For PMP, you are required to understand how to plan and manage a project schedule in both predictive and adaptive environments. Focus your revision on:

- Identifying and defining project activities using the work breakdown structure (WBS) or backlog.
- Determining dependencies and sequencing project activities (mandatory, discretionary, external, internal).
- Estimating activity durations using different methods (analogous, parametric, three-point/PERT, relative).
- Developing the project schedule and understanding schedule models, network diagrams, and presentation formats (Gantt, milestone charts).
- Applying the critical path method to identify project constraints.
- Calculating and interpreting float (slack) and using it in resource optimization.
- Implementing schedule compression techniques such as crashing and fast-tracking.
- Monitoring schedule progress, tracking variances, and controlling changes to the schedule.
- Applying these methods in both predictive and adaptive (agile) environments.
- Using velocity and cumulative flow diagrams for schedule tracking in agile projects.

## **Test Your Knowledge**

_Attempt these questions before reading this article. If you find some difficult or cannot remember the answers, remember to look more closely at that area during your revision._

1. In project scheduling, which method identifies the sequence of activities that determine the shortest possible project duration?
   a) Rolling wave planning  
   b) Critical path method  
   c) Resource histogram  
   d) S-curve

2. In the precedence diagramming method, which dependency type requires one activity to finish before the next can start?
   a) Start-to-start  
   b) Finish-to-finish  
   c) Finish-to-start  
   d) Start-to-finish

3. Which estimating technique uses historical data from similar past activities to estimate activity durations?
   a) Three-point estimating  
   b) Analogous estimating  
   c) Parametric estimating  
   d) Monte Carlo analysis

4. What does the ‘float’ (slack) of an activity represent in a project schedule?
   a) The number of resources needed  
   b) The time an activity can be delayed without affecting the project end date  
   c) The cost over baseline  
   d) The quality margin

## **Introduction**

Planning and managing the schedule is a core responsibility of the project manager throughout the project life cycle. Creating a structured schedule ensures all project work is clearly defined, sequenced, estimated, and tracked. This enables timely delivery of project objectives and provides the basis for measuring, forecasting, and controlling project performance. Schedule planning must account for limitations, dependencies, and risks and be tailored for predictive, agile, or hybrid approaches.

### Defining Activities

The first step in schedule planning is to break down the project scope into manageable activities. In predictive projects, this is done by decomposing deliverables in the work breakdown structure (WBS) into activities.

> **Key Term: Activity**
> A specific, scheduled piece of work required to complete a work package or user story.
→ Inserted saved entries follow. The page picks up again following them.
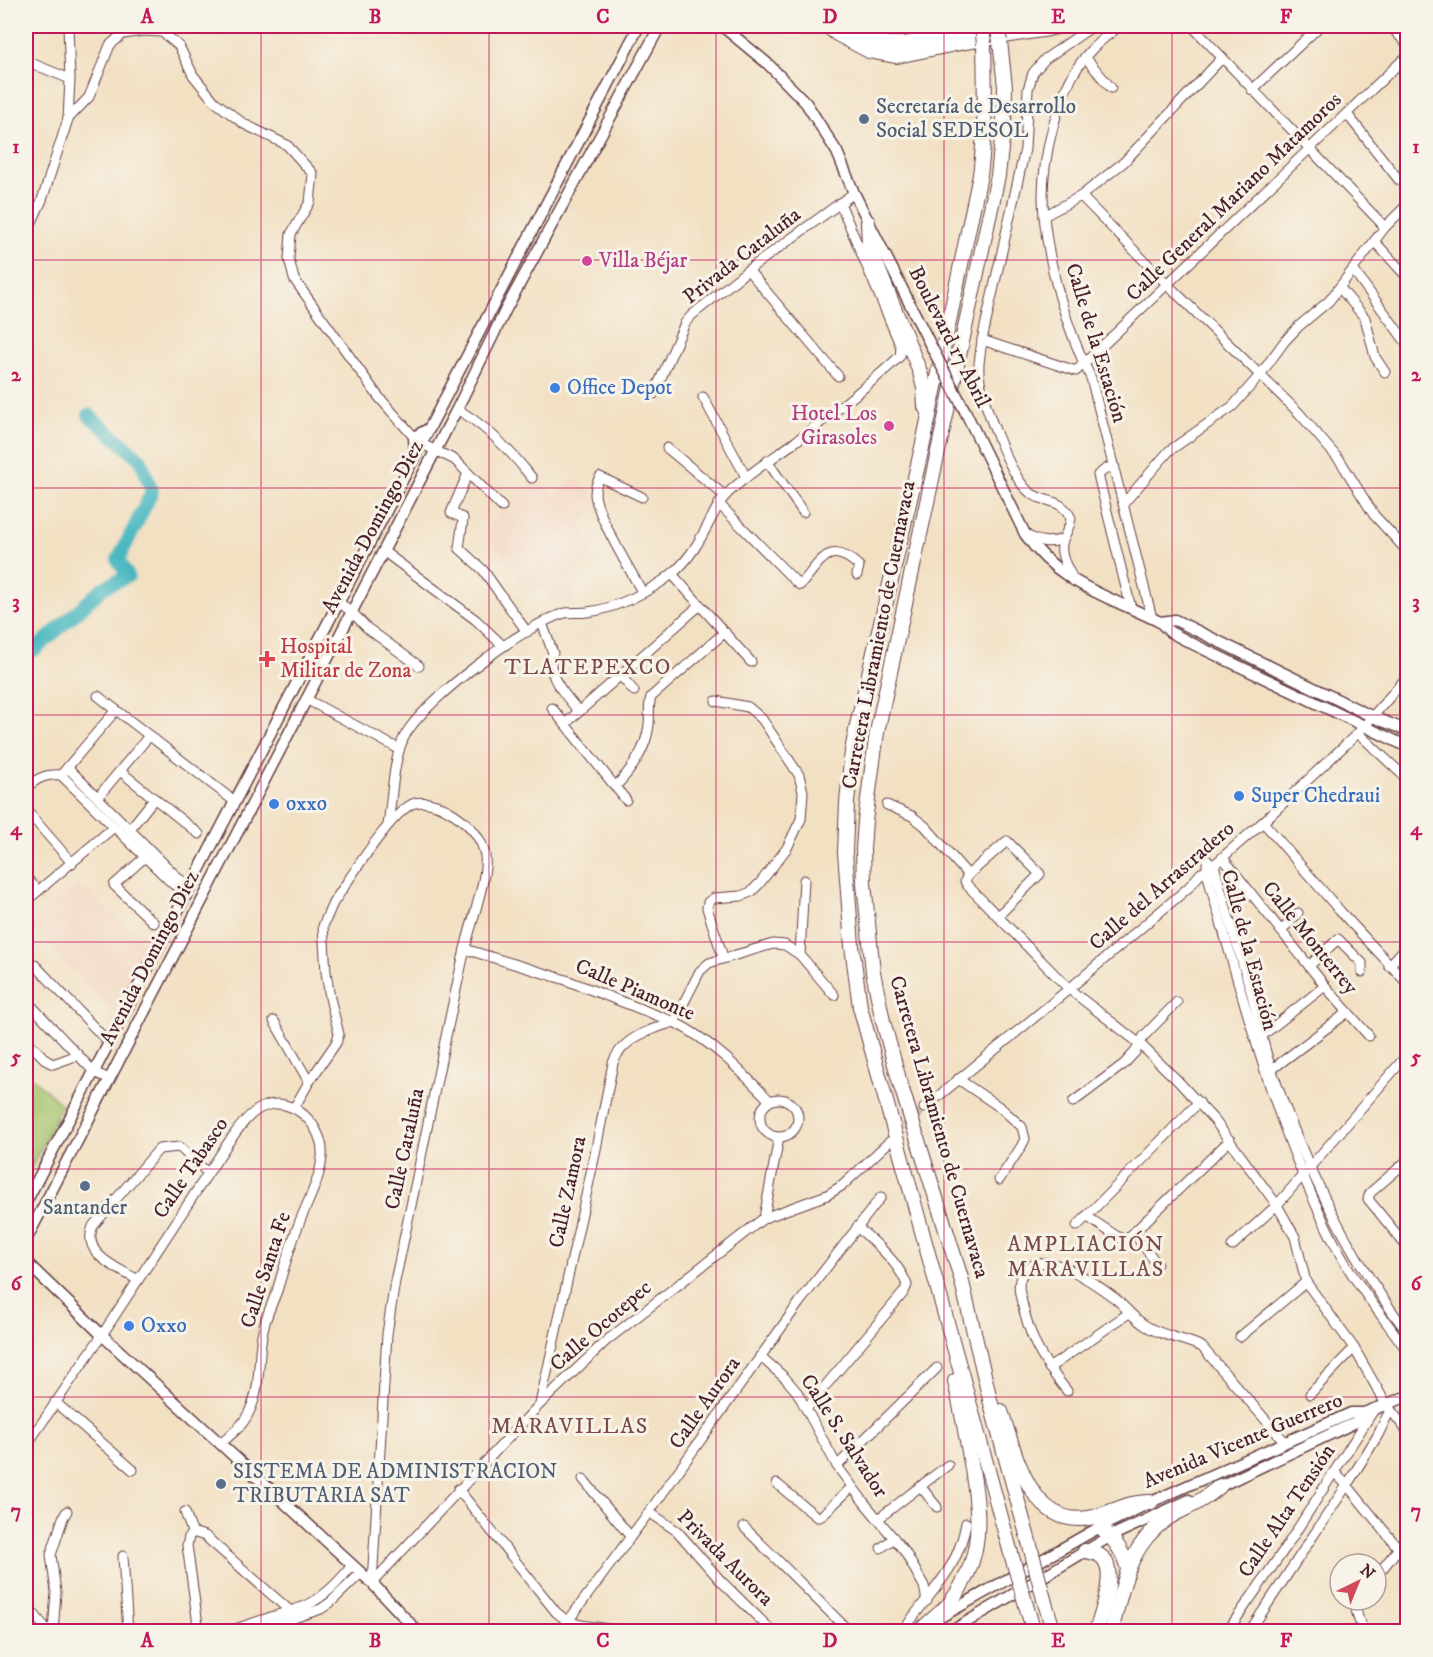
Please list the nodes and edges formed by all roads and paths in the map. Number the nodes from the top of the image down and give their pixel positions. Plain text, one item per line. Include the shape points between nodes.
1 (68, 26) edge
2 (639, 26) edge
3 (660, 26) edge
4 (722, 26) edge
5 (734, 26) edge
6 (827, 26) edge
7 (840, 26) edge
8 (982, 26) edge
9 (997, 26) edge
10 (1014, 26) edge
11 (1060, 26) edge
12 (1093, 26) edge
13 (1192, 26) edge
14 (1320, 26) edge
15 (1390, 26) edge
16 (1114, 27) edge
17 (739, 41) junction
18 (1407, 45) edge
19 (625, 50) junction
20 (1407, 55) edge
21 (1085, 57) junction
22 (1222, 58) junction
23 (641, 59) junction
24 (26, 61) edge
25 (70, 80) junction
26 (1111, 88) dead end
27 (1252, 90) junction
28 (1347, 114) junction
29 (68, 119) junction
30 (1309, 149) junction
31 (1399, 180) dead end
32 (854, 193) junction
33 (1081, 196) junction
34 (840, 203) junction
35 (1407, 204) edge
36 (1044, 216) junction
37 (868, 222) junction
38 (1385, 227) junction
39 (26, 235) edge
40 (1375, 242) junction
41 (748, 270) junction
42 (1354, 271) junction
43 (1407, 278) edge
44 (1168, 285) junction
45 (1340, 288) junction
46 (982, 340) junction
47 (1407, 345) edge
48 (1084, 363) junction
49 (1385, 372) dead end
50 (1260, 375) junction
51 (838, 376) dead end
52 (654, 394) dead end
53 (703, 397) dead end
54 (457, 409) junction
55 (924, 439) junction
56 (418, 440) junction
57 (667, 448) dead end
58 (435, 450) junction
59 (767, 461) junction
60 (1115, 468) junction
61 (468, 473) junction
62 (746, 477) junction
63 (532, 478) dead end
64 (642, 496) dead end
65 (722, 500) junction
66 (1124, 503) junction
67 (502, 507) dead end
68 (803, 512) dead end
69 (1025, 534) junction
70 (1063, 539) junction
71 (383, 550) junction
72 (1407, 552) edge
73 (672, 573) junction
74 (857, 575) dead end
75 (1076, 583) junction
76 (642, 592) junction
77 (338, 602) junction
78 (700, 605) junction
79 (1131, 608) junction
80 (351, 611) junction
81 (1156, 620) junction
82 (542, 623) junction
83 (527, 632) junction
84 (725, 632) junction
85 (503, 646) junction
86 (751, 662) dead end
87 (419, 666) dead end
88 (620, 675) junction
89 (1407, 676) edge
90 (634, 691) dead end
91 (98, 696) dead end
92 (306, 699) junction
93 (716, 701) dead end
94 (552, 708) dead end
95 (116, 710) junction
96 (579, 712) junction
97 (1373, 717) junction
98 (565, 724) junction
99 (1361, 730) junction
100 (1407, 731) edge
101 (149, 736) junction
102 (1407, 747) edge
103 (399, 749) junction
104 (64, 771) junction
105 (120, 771) junction
106 (26, 772) edge
107 (248, 777) junction
108 (1407, 780) edge
109 (262, 784) junction
110 (29, 785) edge
111 (616, 786) junction
112 (98, 797) junction
113 (154, 799) junction
114 (626, 800) dead end
115 (234, 801) junction
116 (887, 805) dead end
117 (26, 810) edge
118 (1263, 822) junction
119 (388, 825) junction
120 (114, 827) junction
121 (130, 829) junction
122 (199, 834) dead end
123 (145, 857) junction
124 (1223, 858) junction
125 (72, 862) junction
126 (1210, 868) junction
127 (968, 875) junction
128 (26, 877) edge
129 (804, 880) dead end
130 (189, 890) junction
131 (38, 891) junction
132 (26, 901) edge
133 (1298, 913) dead end
134 (998, 916) junction
135 (154, 923) dead end
136 (1281, 931) junction
137 (1407, 945) edge
138 (465, 949) junction
139 (800, 955) junction
140 (723, 957) junction
141 (34, 964) dead end
142 (1309, 966) junction
143 (1389, 966) junction
144 (1362, 972) dead end
145 (1407, 984) edge
146 (1325, 986) junction
147 (1070, 989) junction
148 (834, 994) dead end
149 (26, 1000) edge
150 (1177, 1002) dead end
151 (1348, 1012) junction
152 (274, 1021) dead end
153 (674, 1022) junction
154 (1369, 1036) dead end
155 (1258, 1038) junction
156 (26, 1040) edge
157 (108, 1042) junction
158 (1140, 1044) junction
159 (78, 1055) junction
160 (1406, 1057) edge
161 (1271, 1070) junction
162 (94, 1072) junction
163 (109, 1079) junction
164 (958, 1079) junction
165 (309, 1082) junction
166 (770, 1101) junction
167 (1073, 1102) dead end
168 (1199, 1102) junction
169 (294, 1107) junction
170 (924, 1108) tunnel mouth
171 (779, 1137) junction
172 (1230, 1140) junction
173 (889, 1142) tunnel mouth
174 (1407, 1160) edge
175 (1306, 1171) junction
176 (207, 1172) junction
177 (999, 1180) dead end
178 (881, 1197) dead end
179 (26, 1202) edge
180 (1277, 1204) junction
181 (1086, 1216) junction
182 (764, 1218) junction
183 (1077, 1226) dead end
184 (857, 1227) junction
185 (1407, 1232) edge
186 (1130, 1236) junction
187 (27, 1237) edge
188 (1399, 1238) junction
189 (1232, 1246) dead end
190 (1407, 1248) edge
191 (1158, 1264) dead end
192 (28, 1267) edge
193 (138, 1280) junction
194 (1306, 1282) junction
195 (942, 1299) junction
196 (1129, 1313) junction
197 (1407, 1334) edge
198 (102, 1335) junction
199 (976, 1336) junction
200 (1240, 1337) dead end
201 (1354, 1348) junction
202 (1407, 1351) edge
203 (760, 1356) junction
204 (937, 1368) dead end
205 (1049, 1368) junction
206 (1067, 1391) dead end
207 (1310, 1394) dead end
208 (1407, 1396) edge
209 (55, 1402) junction
210 (540, 1404) junction
211 (1388, 1407) junction
212 (1375, 1408) junction
213 (806, 1409) junction
214 (1364, 1413) junction
215 (1407, 1432) edge
216 (1286, 1442) junction
217 (220, 1444) junction
218 (26, 1446) edge
219 (1244, 1460) junction
220 (837, 1466) junction
221 (948, 1466) dead end
222 (133, 1470) dead end
223 (1334, 1472) junction
224 (1249, 1473) junction
225 (584, 1479) dead end
226 (777, 1484) dead end
227 (1347, 1485) junction
228 (852, 1486) junction
229 (1220, 1486) junction
230 (921, 1487) junction
231 (458, 1489) junction
232 (1150, 1502) junction
233 (937, 1507) dead end
234 (67, 1511) dead end
235 (185, 1512) dead end
236 (649, 1512) junction
237 (878, 1520) junction
238 (966, 1523) dead end
239 (744, 1527) dead end
240 (1100, 1527) junction
241 (192, 1532) junction
242 (630, 1536) junction
243 (1111, 1536) junction
244 (894, 1538) junction
245 (1407, 1540) edge
246 (1286, 1547) junction
247 (881, 1548) dead end
248 (1398, 1549) junction
249 (1085, 1551) junction
250 (123, 1556) dead end
251 (1299, 1557) junction
252 (1407, 1560) edge
253 (1388, 1562) edge
254 (352, 1565) junction
255 (1128, 1569) junction
256 (361, 1573) junction
257 (372, 1583) junction
258 (26, 1600) edge
259 (927, 1601) junction
260 (1356, 1612) edge
261 (293, 1614) junction
262 (944, 1616) junction
263 (567, 1622) junction
264 (920, 1630) edge
265 (951, 1631) edge
266 (1054, 1631) edge
267 (51, 1632) edge
268 (128, 1632) edge
269 (199, 1632) edge
270 (226, 1632) edge
271 (251, 1632) edge
272 (418, 1632) edge
273 (560, 1632) edge
274 (630, 1632) edge
275 (773, 1632) edge
276 (850, 1632) edge
277 (903, 1632) edge
278 (1034, 1632) edge
279 (1096, 1632) edge
280 (1112, 1632) edge
281 (1227, 1632) edge
282 (1249, 1632) edge
283 (1362, 1632) edge

1 - 25 street
2 - 19 main road, Avenida Domingo Diez
3 - 23 main road, Avenida Domingo Diez
4 - 17 main road, Boulevard 17 Abril
5 - 17 main road
6 - 11 highway via 862,48 897,56
7 - 10 highway via 873,41 904,44
8 - 55 highway, Carretera Libramiento de Cuernavaca, bridge via 984,146 980,175
9 - 199 highway, Carretera Libramiento de Cuernavaca, bridge via 1005,87 998,176 877,732 863,849 869,941 883,1022
12 - 46 street via 1045,58 1033,73 1028,89 1024,149
13 - 22 street
14 - 27 street
15 - 18 street
16 - 21 street, Calle de la Estación
17 - 32 main road, Boulevard 17 Abril via 806,103 837,152
19 - 23 main road
19 - 56 main road, Avenida Domingo Diez via 430,428
20 - 28 street, Calle General Mariano Matamoros
21 - 26 street
21 - 36 street, Calle de la Estación via 1063,94 1051,133
22 - 27 street
22 - 33 street via 1124,162
23 - 54 main road, Avenida Domingo Diez via 506,309
24 - 25 street
25 - 29 street
27 - 30 street
28 - 30 street, Calle General Mariano Matamoros
28 - 31 street
29 - 39 street via 42,200
29 - 56 street via 89,97 110,45 123,34 162,32 179,46 193,75 214,101 244,124 287,145 314,174 310,202 291,234 289,259 294,279 378,396
30 - 38 street
30 - 44 street, Calle General Mariano Matamoros
32 - 34 street, Privada Cataluña
32 - 37 main road, Boulevard 17 Abril
33 - 36 street
33 - 44 street
34 - 41 street, Privada Cataluña
34 - 59 street via 901,347 900,356
35 - 38 street
36 - 48 street, Calle de la Estación via 1057,290
37 - 55 highway via 869,246 920,372 924,388
37 - 69 main road, Boulevard 17 Abril, bridge
38 - 40 street
40 - 42 street
40 - 43 street
41 - 51 street
41 - 52 street, Privada Cataluña via 685,323
42 - 45 street
42 - 47 street
44 - 48 street, Calle General Mariano Matamoros
44 - 50 street
45 - 49 street via 1365,318 1375,357
45 - 50 street via 1292,334
46 - 48 street via 1071,370 1076,371
46 - 70 street via 978,371 982,392 1009,461 1029,492 1063,505 1069,513 1071,526
48 - 60 street, Calle de la Estación
50 - 66 street via 1233,406 1169,451
50 - 72 street via 1341,462 1374,515
53 - 62 street
54 - 58 main road, Avenida Domingo Diez
54 - 63 street via 476,420
55 - 195 highway, Carretera Libramiento de Cuernavaca via 857,725 845,852 860,1007
56 - 58 street
56 - 77 main road, Avenida Domingo Diez via 415,457
57 - 65 street
58 - 61 street
58 - 71 main road, Avenida Domingo Diez
59 - 62 street
59 - 68 street
60 - 66 street, Calle de la Estación
60 - 79 street via 1107,468 1098,476
61 - 67 street
61 - 83 street via 451,513 463,518 459,548 483,570
62 - 65 street
64 - 76 street via 600,477 596,485 602,517
65 - 73 street via 695,548
65 - 74 street via 800,585 824,557 836,553 843,553 859,566
66 - 81 street, Calle de la Estación
69 - 70 street via 1044,542
69 - 75 main road, Boulevard 17 Abril via 1037,552
70 - 75 street via 1063,559
71 - 80 main road, Avenida Domingo Diez
71 - 85 street via 468,614
73 - 76 street
73 - 78 street
75 - 79 main road, Boulevard 17 Abril
76 - 82 street via 612,607 567,613
77 - 80 street
77 - 107 main road, Avenida Domingo Diez
78 - 84 street
78 - 88 street
79 - 81 main road, Boulevard 17 Abril
80 - 87 street via 367,628
80 - 92 main road, Avenida Domingo Diez
81 - 97 main road via 1175,620
81 - 99 main road via 1170,632
82 - 83 street
82 - 96 street via 553,653 550,662 554,679
83 - 85 street
84 - 86 street
84 - 111 street via 651,697 646,740 637,760
85 - 103 street via 423,713
88 - 90 street
88 - 96 street
89 - 97 street, Calle del Arrastradero
91 - 95 street
92 - 103 street
92 - 109 main road, Avenida Domingo Diez
93 - 140 street via 748,707 762,719 799,775 803,792 801,819 787,848 760,883 741,896 708,902
94 - 98 street
95 - 101 street
95 - 104 street
96 - 98 street
97 - 99 street, Calle del Arrastradero
97 - 100 main road
98 - 111 street
99 - 102 main road
99 - 108 street
99 - 118 street, Calle del Arrastradero
101 - 105 street
101 - 115 street
103 - 119 street
104 - 110 street
104 - 112 street
104 - 120 street
105 - 112 street
105 - 113 street
106 - 110 street
107 - 109 main road
107 - 115 main road, Avenida Domingo Diez
109 - 163 main road, Avenida Domingo Diez
111 - 114 street
112 - 121 street
113 - 121 street
113 - 122 street
115 - 130 main road, Avenida Domingo Diez
116 - 127 street via 925,826
117 - 125 street
118 - 124 street, Calle del Arrastradero
118 - 143 street
119 - 138 street, Calle Cataluña via 404,808 427,803 446,809 477,834 485,857
119 - 165 street via 326,916 326,972 339,1034
120 - 123 street
120 - 125 street
121 - 130 street
123 - 130 street via 176,886
123 - 135 street via 114,885
124 - 126 street, Calle del Arrastradero
124 - 136 street, Calle Monterrey
125 - 131 street
126 - 147 street, Calle del Arrastradero
126 - 155 street, Calle de la Estación
127 - 134 street via 967,885
127 - 134 street via 1007,841 1038,871 1038,877
128 - 131 street
129 - 139 street
130 - 157 main road, Avenida Domingo Diez
131 - 132 street
133 - 136 street
134 - 147 street
136 - 142 street, Calle Monterrey
137 - 143 street
138 - 153 street, Calle Piamonte via 566,980
138 - 257 street, Calle Cataluña via 387,1334
139 - 140 street via 785,945 773,944
139 - 148 street
140 - 153 street via 700,971
141 - 157 street
142 - 144 street via 1338,939 1362,963
142 - 146 street, Calle Monterrey
143 - 145 street
146 - 151 street, Calle Monterrey
146 - 155 street
147 - 158 street
147 - 164 street, Calle del Arrastradero
149 - 159 street
150 - 158 street
151 - 154 street, Calle Monterrey
151 - 161 street
152 - 165 street
153 - 166 street, Calle Piamonte via 739,1068
153 - 210 street, Calle Zamora via 629,1041 616,1052
155 - 161 street, Calle de la Estación
155 - 175 street, Calle de la Estación via 1287,1137
156 - 159 street via 53,1064
157 - 162 main road, Avenida Domingo Diez
158 - 167 street via 1124,1064
158 - 168 street
159 - 162 street
160 - 175 street
161 - 175 street, Calle de la Estación
162 - 163 street
162 - 179 main road, Avenida Domingo Diez
163 - 187 main road, Avenida Domingo Diez
164 - 170 street, Calle del Arrastradero
164 - 177 street via 1022,1126 1025,1139
165 - 169 street
166 - 171 street via 761,1112 762,1126
166 - 171 street via 783,1099 798,1113 796,1127
168 - 172 street
168 - 181 street
169 - 176 street, Calle Tabasco via 262,1107 247,1119
169 - 217 street, Calle Santa Fe via 316,1130 322,1142 322,1157 263,1330 257,1393 239,1428
171 - 182 street
172 - 180 street
172 - 186 street
173 - 182 street, Calle Ocotepec via 843,1185
174 - 188 street via 1368,1196
175 - 180 street
175 - 197 street, Calle de la Estación
175 - 202 street, Calle de la Estación via 1341,1255
176 - 193 street, Calle Tabasco
176 - 193 street via 179,1147 159,1149 93,1226 89,1235 97,1254
178 - 184 street, Calle Aurora
180 - 189 street
180 - 194 street via 1295,1237
181 - 183 street
181 - 186 street via 1118,1237
182 - 210 street, Calle Ocotepec via 606,1341
184 - 203 street, Calle Aurora
184 - 213 street via 889,1259 907,1285
185 - 188 street
186 - 191 street
187 - 192 main road
188 - 190 street
192 - 198 main road
193 - 198 street, Calle Tabasco
194 - 200 street
194 - 201 street
195 - 264 highway via 944,1329 978,1499 978,1536 974,1555 949,1604
195 - 278 highway, Carretera Libramiento de Cuernavaca, bridge
196 - 205 street
196 - 205 street via 1117,1300 1068,1269 1046,1262 1027,1268 1019,1279 1019,1289 1027,1325
196 - 216 street via 1166,1336 1202,1347
198 - 209 street, Calle Tabasco
198 - 217 main road
199 - 232 highway via 1019,1463 1041,1503 1064,1516 1088,1518 1134,1502
199 - 266 highway, Carretera Libramiento de Cuernavaca, bridge
201 - 207 street
201 - 211 street
203 - 213 street, Calle S. Salvador via 785,1378
203 - 236 street, Calle Aurora
204 - 220 street
205 - 206 street
208 - 211 main road
209 - 218 street, Calle Tabasco
209 - 222 street
210 - 231 street, Calle Ocotepec
211 - 212 main road
211 - 215 street
211 - 227 street, Calle Alta Tensión via 1378,1435
212 - 214 main road
212 - 223 street, Calle Alta Tensión
213 - 220 street, Calle S. Salvador
214 - 216 main road, Avenida Vicente Guerrero via 1351,1413
214 - 224 main road, Avenida Vicente Guerrero via 1356,1422
216 - 219 main road, Avenida Vicente Guerrero
217 - 254 main road
219 - 224 main road
219 - 232 main road, Avenida Vicente Guerrero
220 - 228 street, Calle S. Salvador
221 - 230 street
223 - 227 street
223 - 246 street, Calle Alta Tensión
224 - 229 main road, Avenida Vicente Guerrero
225 - 242 street
226 - 228 street via 817,1517
227 - 248 street
227 - 251 street, Calle Alta Tensión
228 - 237 street, Calle S. Salvador
229 - 243 main road, Avenida Vicente Guerrero
229 - 255 highway via 1168,1518 1133,1556
230 - 233 street
230 - 237 street
231 - 257 street, Calle Ocotepec
231 - 263 street
232 - 240 main road, Avenida Vicente Guerrero
234 - 267 street via 51,1555 56,1592
235 - 241 street
236 - 242 street, Calle Aurora
236 - 275 street, Privada Aurora via 677,1531
237 - 244 street, Calle S. Salvador
238 - 259 street via 957,1556
239 - 276 street
240 - 243 highway
240 - 262 main road, Avenida Vicente Guerrero
241 - 261 street via 205,1536
241 - 269 street via 188,1545
242 - 263 street, Calle Aurora
243 - 249 main road, Avenida Vicente Guerrero
243 - 255 highway
244 - 247 street
244 - 259 street, Calle S. Salvador via 924,1586
245 - 248 street
246 - 251 street
246 - 281 street, Calle Alta Tensión
248 - 252 street
248 - 253 street
249 - 265 main road, Avenida Vicente Guerrero
249 - 279 highway via 1104,1558 1109,1576
250 - 268 street
251 - 282 street, Calle Alta Tensión
254 - 256 main road
254 - 261 street via 317,1600
255 - 280 highway
256 - 257 main road
256 - 261 street via 331,1602 311,1613
257 - 272 main road
258 - 267 street
259 - 277 street
260 - 283 street
261 - 270 street
261 - 271 street
262 - 264 main road, Avenida Vicente Guerrero
262 - 265 main road
263 - 273 street, Calle Aurora
263 - 274 street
In agile projects, activities are derived from the prioritized product backlog, with features decomposed into user stories and tasks for each cycle.

### Sequencing Activities

Once activities are defined, the project manager determines their logical sequence. Dependencies between activities determine which must precede others.

> **Key Term: Dependency**
> The relationship between two activities, dictating the order in which they must be performed.
>
> **Key Term: Mandatory Dependency**
> A relationship essential to the nature of the work (hard logic, e.g., concrete must cure before painting).
>
> **Key Term: Discretionary Dependency**
> Based on best practice, preference, or convenience (soft logic, e.g., painting before installing carpet).
>
> **Key Term: External Dependency**
> A relationship between a project activity and an activity outside the project’s control (e.g., waiting for regulatory approval).
>
> **Key Term: Internal Dependency**
> A relationship between two activities within the project team's control.

The precedence diagramming method (PDM) is commonly used, where activities are represented as nodes and dependencies are shown as arrows. The most common type is Finish-to-Start (FS).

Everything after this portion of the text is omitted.